Design Philosophy
We follow the Design Philosophy of the core RoboPlan repo (excepting that we have a hard dependency on ROS 2 as a middleware, of course).
Every robot system deployed in the real world has a unique set of requirements and needs. We are not intending to provide an all-in-one solution that fits each use case. Instead, these packages are intended to be a thin wrapper around the motion planning tools provided by RoboPlan. Developers can use existing examples to build solutions as necessary for their specific applications.

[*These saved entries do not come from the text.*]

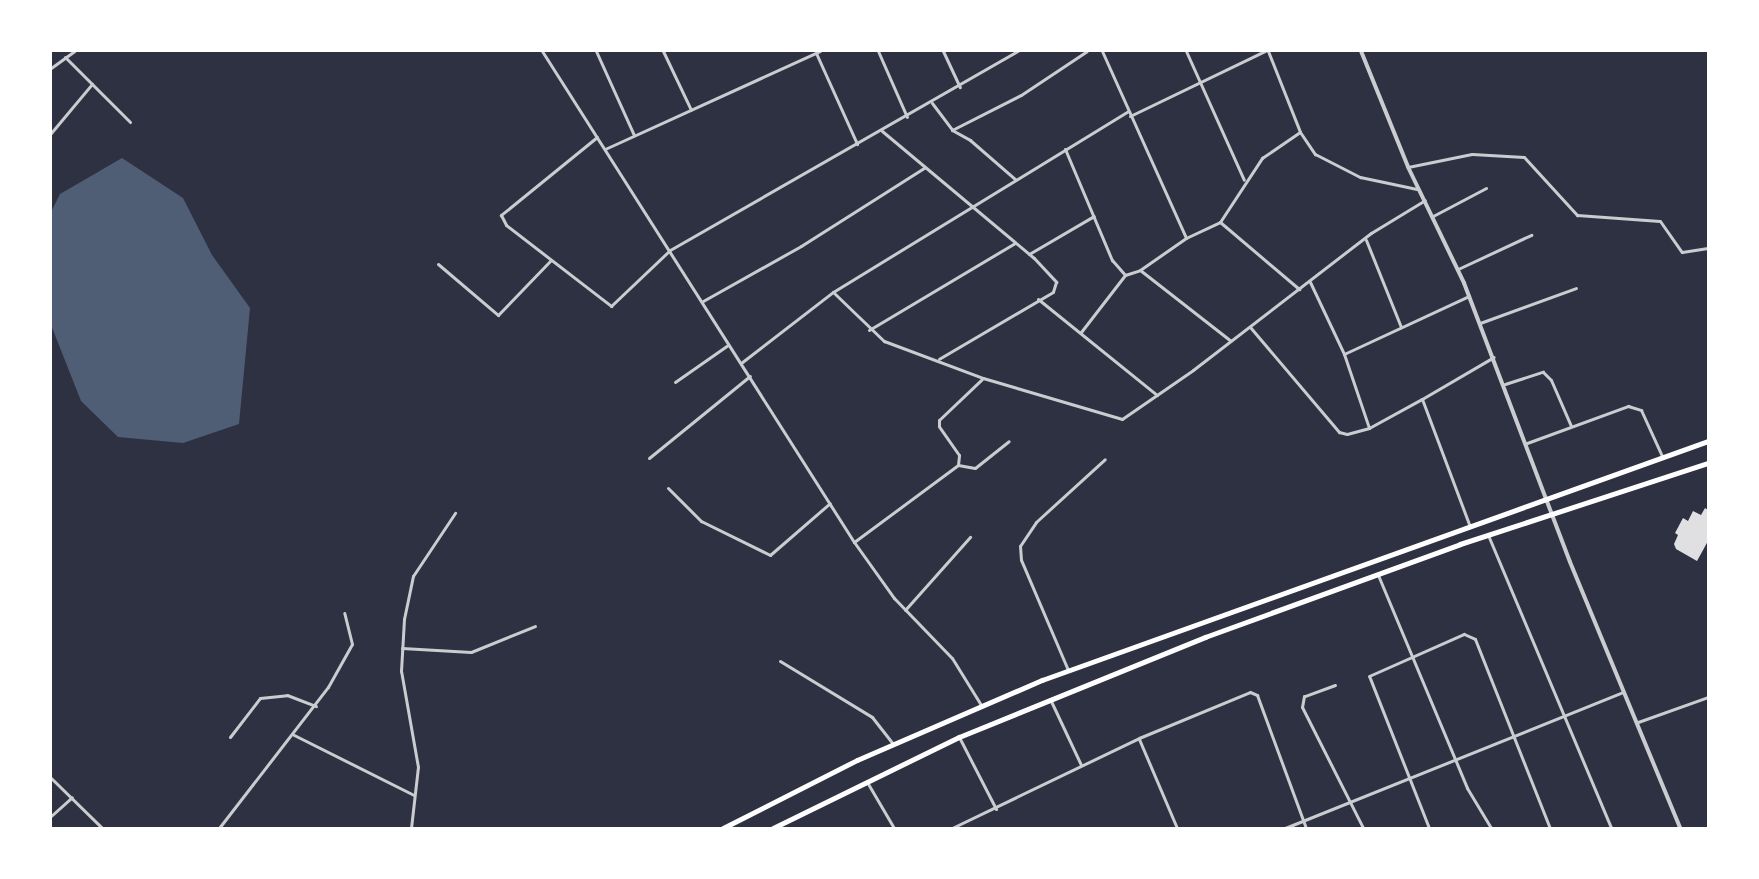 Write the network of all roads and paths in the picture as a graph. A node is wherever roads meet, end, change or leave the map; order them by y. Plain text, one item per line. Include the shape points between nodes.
1 (74, 51) edge
2 (542, 51) edge
3 (596, 51) edge
4 (663, 51) edge
5 (820, 51) edge
6 (878, 51) edge
7 (943, 51) edge
8 (1017, 51) edge
9 (1088, 51) edge
10 (1102, 51) edge
11 (1186, 51) edge
12 (1267, 51) edge
13 (1361, 51) edge
14 (816, 53) junction
15 (65, 57) junction
16 (51, 68) edge
17 (92, 84) junction
18 (1199, 84) junction
19 (960, 87) junction
20 (932, 103) junction
21 (691, 110) junction
22 (1128, 111) junction
23 (1130, 116) junction
24 (907, 117) junction
25 (130, 122) dead end
26 (952, 130) junction
27 (882, 131) junction
28 (1300, 132) junction
29 (51, 133) edge
30 (634, 135) junction
31 (597, 137) junction
32 (857, 145) junction
33 (605, 149) junction
34 (1065, 149) junction
35 (1408, 167) junction
36 (924, 168) junction
37 (1015, 179) junction
38 (1245, 181) junction
39 (1486, 188) dead end
40 (1420, 189) junction
41 (1425, 200) junction
42 (970, 206) junction
43 (1094, 216) junction
44 (1433, 216) junction
45 (1220, 222) junction
46 (1531, 235) dead end
47 (1186, 238) junction
48 (1366, 240) junction
49 (1015, 243) junction
50 (1708, 248) edge
51 (670, 250) junction
52 (1029, 254) junction
53 (550, 261) junction
54 (438, 264) dead end
55 (1458, 269) junction
56 (1140, 270) junction
57 (1125, 275) junction
58 (1310, 282) junction
59 (1576, 288) dead end
60 (1299, 289) junction
61 (833, 292) junction
62 (1469, 296) junction
63 (1038, 299) junction
64 (703, 301) junction
65 (1480, 323) junction
66 (1250, 327) junction
67 (1401, 327) junction
68 (869, 330) junction
69 (1081, 332) junction
70 (1231, 341) junction
71 (728, 345) junction
72 (1344, 354) junction
73 (1494, 357) junction
74 (939, 359) junction
75 (741, 363) junction
76 (750, 376) junction
77 (983, 378) junction
78 (675, 382) dead end
79 (1505, 384) junction
80 (1157, 395) junction
81 (1422, 399) junction
82 (1571, 426) junction
83 (1368, 428) junction
84 (1009, 441) dead end
85 (1708, 441) edge
86 (1527, 443) junction
87 (1663, 457) junction
88 (649, 458) dead end
89 (1105, 459) dead end
90 (1708, 463) edge
91 (958, 465) junction
92 (668, 488) dead end
93 (1546, 498) junction
94 (830, 503) junction
95 (455, 513) dead end
96 (1552, 515) junction
97 (1469, 524) junction
98 (1488, 535) junction
99 (970, 537) dead end
100 (854, 542) junction
101 (1378, 573) junction
102 (905, 609) junction
103 (344, 614) dead end
104 (535, 626) dead end
105 (402, 648) junction
106 (1412, 656) junction
107 (780, 662) dead end
108 (1068, 669) junction
109 (1335, 685) dead end
110 (1625, 691) junction
111 (1708, 697) edge
112 (1050, 699) junction
113 (981, 705) junction
114 (316, 706) junction
115 (1562, 719) junction
116 (1638, 722) junction
117 (294, 735) junction
118 (230, 737) dead end
119 (959, 737) junction
120 (1139, 738) junction
121 (1514, 738) junction
122 (892, 744) junction
123 (1455, 761) junction
124 (1081, 765) junction
125 (51, 778) edge
126 (1409, 779) junction
127 (866, 781) junction
128 (414, 795) junction
129 (72, 797) junction
130 (1351, 802) junction
131 (996, 808) junction
132 (51, 816) edge
133 (1304, 821) junction
134 (959, 827) edge
135 (102, 828) edge
136 (219, 828) edge
137 (411, 828) edge
138 (723, 828) edge
139 (775, 828) edge
140 (894, 828) edge
141 (952, 828) edge
142 (1177, 828) edge
143 (1285, 828) edge
144 (1306, 828) edge
145 (1362, 828) edge
146 (1428, 828) edge
147 (1491, 828) edge
148 (1550, 828) edge
149 (1611, 828) edge
150 (1680, 828) edge

1 - 15 street
2 - 31 street
3 - 30 street
4 - 21 street
5 - 14 street
6 - 24 street
7 - 19 street
8 - 19 street
9 - 26 street via 1021,94
10 - 22 street
11 - 18 street
12 - 18 street
12 - 28 street
13 - 35 street
14 - 21 street
14 - 32 street
15 - 16 street
15 - 17 street
17 - 25 street
17 - 29 street
18 - 23 street
18 - 38 street
19 - 20 street
20 - 24 street
20 - 26 street
21 - 30 street
22 - 23 street
22 - 34 street
23 - 47 street
24 - 27 street
26 - 37 street via 970,140
27 - 32 street
27 - 36 street
28 - 38 street via 1269,152
28 - 40 street via 1315,154 1332,165 1360,177
30 - 33 street
31 - 33 street
31 - 53 street via 501,215 506,225
32 - 51 street
33 - 51 street
34 - 37 street
34 - 43 street
35 - 40 street
35 - 50 street via 1472,154 1524,157 1577,215 1660,221 1682,252
36 - 42 street
36 - 64 street via 801,246
37 - 42 street
38 - 45 street
39 - 44 street
40 - 41 street
41 - 44 street
41 - 48 street
42 - 49 street
42 - 61 street
43 - 52 street
43 - 57 street via 1112,260
44 - 55 street
45 - 47 street
45 - 60 street
46 - 55 street
47 - 56 street
48 - 58 street
48 - 67 street
49 - 52 street
49 - 68 street
51 - 53 street via 611,306
51 - 64 street
52 - 63 street via 1056,282 1053,292
53 - 54 street via 499,315
55 - 62 street
56 - 57 street
56 - 70 street
57 - 69 street
58 - 60 street
58 - 72 street
59 - 65 street
60 - 66 street
61 - 68 street
61 - 75 street
62 - 65 street
62 - 67 street
63 - 69 street
63 - 74 street
64 - 71 street
65 - 73 street
66 - 70 street
66 - 83 street via 1329,424 1347,434
67 - 72 street
68 - 74 street via 884,341
69 - 80 street
70 - 80 street
71 - 75 street
71 - 78 street
72 - 83 street
73 - 79 street
73 - 81 street
74 - 77 street
75 - 76 street
76 - 88 street
76 - 94 street
77 - 80 street via 1119,419
77 - 91 street via 939,420 958,455
79 - 82 street via 1543,372 1551,380
79 - 86 street
81 - 83 street
81 - 97 street
82 - 86 street
82 - 87 street via 1635,407 1641,410
84 - 91 street via 975,468
85 - 87 main road
86 - 93 street
87 - 93 main road
89 - 108 street via 1036,522 1020,546 1021,560
90 - 96 main road
91 - 100 street
92 - 94 street via 701,521 770,555
93 - 96 street
93 - 97 main road
94 - 100 street
95 - 105 street via 413,576
96 - 98 main road
96 - 110 street
97 - 108 main road
98 - 101 main road
98 - 115 street
99 - 102 street
100 - 102 street
101 - 106 street
101 - 112 main road
102 - 113 street via 952,658
103 - 114 street via 352,644
104 - 105 street via 471,652
105 - 128 street via 401,671 417,756
106 - 121 street via 1471,634
106 - 123 street
106 - 126 street via 1373,671 1369,682
107 - 122 street via 872,717
108 - 113 main road
109 - 130 street via 1304,696 1302,707
110 - 115 street
110 - 116 street
111 - 116 street
112 - 119 main road
112 - 124 street
113 - 122 main road
114 - 117 street
114 - 118 street via 287,695 260,698
115 - 121 street
115 - 149 street
116 - 150 street
117 - 128 street
117 - 136 street
119 - 127 main road
119 - 131 street
120 - 124 street
120 - 133 street via 1254,693
120 - 142 street
121 - 123 street
121 - 148 street
122 - 138 main road
123 - 126 street
123 - 147 street
124 - 131 street
125 - 129 street
126 - 130 street
126 - 146 street
127 - 139 main road
127 - 140 street
128 - 137 street
129 - 132 street
129 - 135 street
130 - 133 street
130 - 145 street
131 - 134 street
133 - 143 street
133 - 144 street
134 - 141 street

With that, we have the following additional tenets for the ROS ecosystem:
No nodes
ROS 2 nodes inherently limit the execution model, lifecycle, parameter handling, and threading in an application. These choices should always be left to the application developer, not the library. While we have a dependency on ROS 2 middleware, we will not commit to managing monolithic ROS 2 nodes that provide access to all of RoboPlan’s capabilities.
As such, fully fleshed-out nodes belong in the roboplan_ros_examples packages only.
Prefer standard ROS tools
When bridging between RoboPlan and ROS, we prefer well-known message types (sensor_msgs/JointState, trajectory_msgs/JointTrajectory, etc.) over custom message definitions.
We should leverage as much of the existing infrastructure as possible, rather than create friction with custom message definitions.
A new message type should only be introduced when no existing standard type can faithfully represent the data.
This tenet applies to other plugins like RViz widgets, etc. The ROS 2 ecosystem has a great wealth of existing infrastructure, and we bias towards using what is there.
Examples over configuration
Rather than providing parameterized launch files, YAML configuration schemas, or plugin-based architectures, we provide concrete, minimal examples. These examples should provide a sufficient starting point to let users wire up RoboPlan capabilities as needed for their specific setup.